» The task
Below is a block of entries, which should be copied verbatim apart from the pictures.

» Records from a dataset
>>>>>
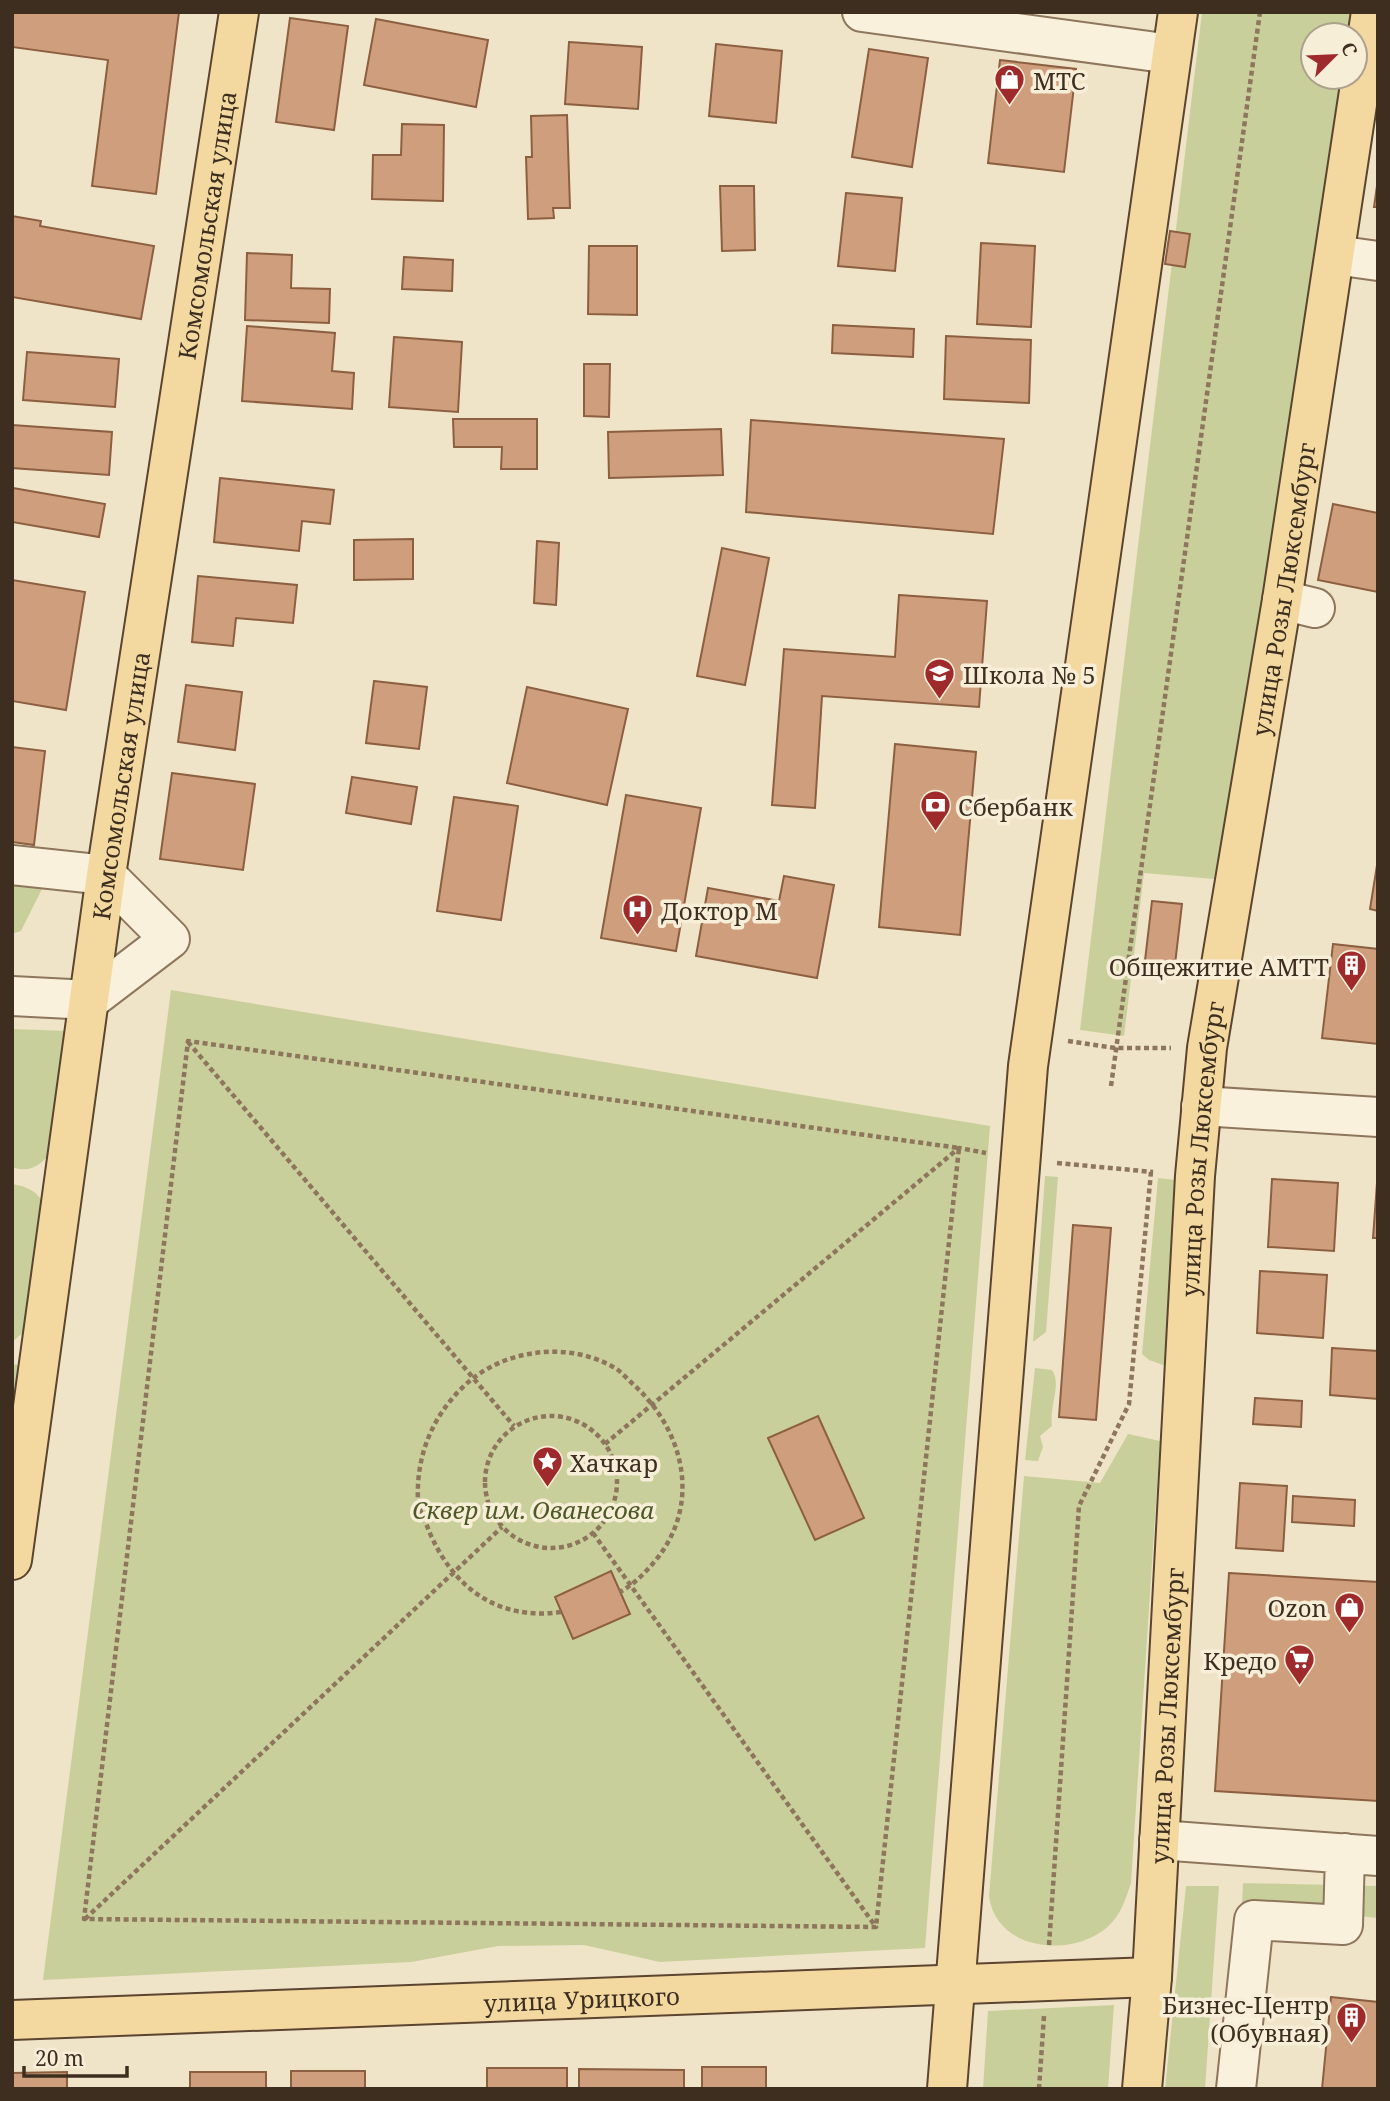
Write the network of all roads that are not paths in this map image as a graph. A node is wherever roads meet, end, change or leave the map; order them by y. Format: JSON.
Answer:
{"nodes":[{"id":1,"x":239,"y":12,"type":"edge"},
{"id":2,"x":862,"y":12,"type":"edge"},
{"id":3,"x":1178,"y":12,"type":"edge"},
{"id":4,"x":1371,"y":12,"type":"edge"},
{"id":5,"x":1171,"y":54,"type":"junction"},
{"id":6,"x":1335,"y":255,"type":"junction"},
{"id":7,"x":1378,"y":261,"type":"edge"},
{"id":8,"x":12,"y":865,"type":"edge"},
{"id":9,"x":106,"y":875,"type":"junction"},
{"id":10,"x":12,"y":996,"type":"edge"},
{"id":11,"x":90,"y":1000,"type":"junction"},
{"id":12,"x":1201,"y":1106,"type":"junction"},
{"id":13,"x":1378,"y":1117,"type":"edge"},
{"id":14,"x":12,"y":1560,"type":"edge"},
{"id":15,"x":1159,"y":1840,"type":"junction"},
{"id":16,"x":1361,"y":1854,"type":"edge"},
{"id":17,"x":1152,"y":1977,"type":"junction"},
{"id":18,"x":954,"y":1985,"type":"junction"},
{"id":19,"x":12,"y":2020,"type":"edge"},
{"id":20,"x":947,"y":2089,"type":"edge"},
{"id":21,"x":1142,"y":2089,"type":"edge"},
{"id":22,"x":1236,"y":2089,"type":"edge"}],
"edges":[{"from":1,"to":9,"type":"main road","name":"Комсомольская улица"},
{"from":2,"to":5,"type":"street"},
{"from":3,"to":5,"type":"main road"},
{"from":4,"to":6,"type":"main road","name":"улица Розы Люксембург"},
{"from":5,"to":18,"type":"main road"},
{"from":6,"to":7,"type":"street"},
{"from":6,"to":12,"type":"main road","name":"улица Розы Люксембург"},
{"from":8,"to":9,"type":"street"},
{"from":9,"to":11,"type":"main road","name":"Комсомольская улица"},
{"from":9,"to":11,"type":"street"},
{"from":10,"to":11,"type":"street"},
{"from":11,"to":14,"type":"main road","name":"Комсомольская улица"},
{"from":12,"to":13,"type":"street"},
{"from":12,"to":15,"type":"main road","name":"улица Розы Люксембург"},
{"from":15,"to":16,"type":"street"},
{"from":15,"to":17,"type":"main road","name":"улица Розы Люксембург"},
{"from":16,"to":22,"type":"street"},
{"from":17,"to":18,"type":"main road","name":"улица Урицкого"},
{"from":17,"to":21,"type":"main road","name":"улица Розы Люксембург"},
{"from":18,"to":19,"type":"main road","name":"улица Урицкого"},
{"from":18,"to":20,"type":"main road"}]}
<<<<<
» Result below
Write the network of all roads that are not paths in this map image as a graph. A node is wherever roads meet, end, change or leave the map; order them by y. Format: JSON.
Answer:
{"nodes":[{"id":1,"x":239,"y":12,"type":"edge"},
{"id":2,"x":862,"y":12,"type":"edge"},
{"id":3,"x":1178,"y":12,"type":"edge"},
{"id":4,"x":1371,"y":12,"type":"edge"},
{"id":5,"x":1171,"y":54,"type":"junction"},
{"id":6,"x":1335,"y":255,"type":"junction"},
{"id":7,"x":1378,"y":261,"type":"edge"},
{"id":8,"x":12,"y":865,"type":"edge"},
{"id":9,"x":106,"y":875,"type":"junction"},
{"id":10,"x":12,"y":996,"type":"edge"},
{"id":11,"x":90,"y":1000,"type":"junction"},
{"id":12,"x":1201,"y":1106,"type":"junction"},
{"id":13,"x":1378,"y":1117,"type":"edge"},
{"id":14,"x":12,"y":1560,"type":"edge"},
{"id":15,"x":1159,"y":1840,"type":"junction"},
{"id":16,"x":1361,"y":1854,"type":"edge"},
{"id":17,"x":1152,"y":1977,"type":"junction"},
{"id":18,"x":954,"y":1985,"type":"junction"},
{"id":19,"x":12,"y":2020,"type":"edge"},
{"id":20,"x":947,"y":2089,"type":"edge"},
{"id":21,"x":1142,"y":2089,"type":"edge"},
{"id":22,"x":1236,"y":2089,"type":"edge"}],
"edges":[{"from":1,"to":9,"type":"main road","name":"Комсомольская улица"},
{"from":2,"to":5,"type":"street"},
{"from":3,"to":5,"type":"main road"},
{"from":4,"to":6,"type":"main road","name":"улица Розы Люксембург"},
{"from":5,"to":18,"type":"main road"},
{"from":6,"to":7,"type":"street"},
{"from":6,"to":12,"type":"main road","name":"улица Розы Люксембург"},
{"from":8,"to":9,"type":"street"},
{"from":9,"to":11,"type":"main road","name":"Комсомольская улица"},
{"from":9,"to":11,"type":"street"},
{"from":10,"to":11,"type":"street"},
{"from":11,"to":14,"type":"main road","name":"Комсомольская улица"},
{"from":12,"to":13,"type":"street"},
{"from":12,"to":15,"type":"main road","name":"улица Розы Люксембург"},
{"from":15,"to":16,"type":"street"},
{"from":15,"to":17,"type":"main road","name":"улица Розы Люксембург"},
{"from":16,"to":22,"type":"street"},
{"from":17,"to":18,"type":"main road","name":"улица Урицкого"},
{"from":17,"to":21,"type":"main road","name":"улица Розы Люксембург"},
{"from":18,"to":19,"type":"main road","name":"улица Урицкого"},
{"from":18,"to":20,"type":"main road"}]}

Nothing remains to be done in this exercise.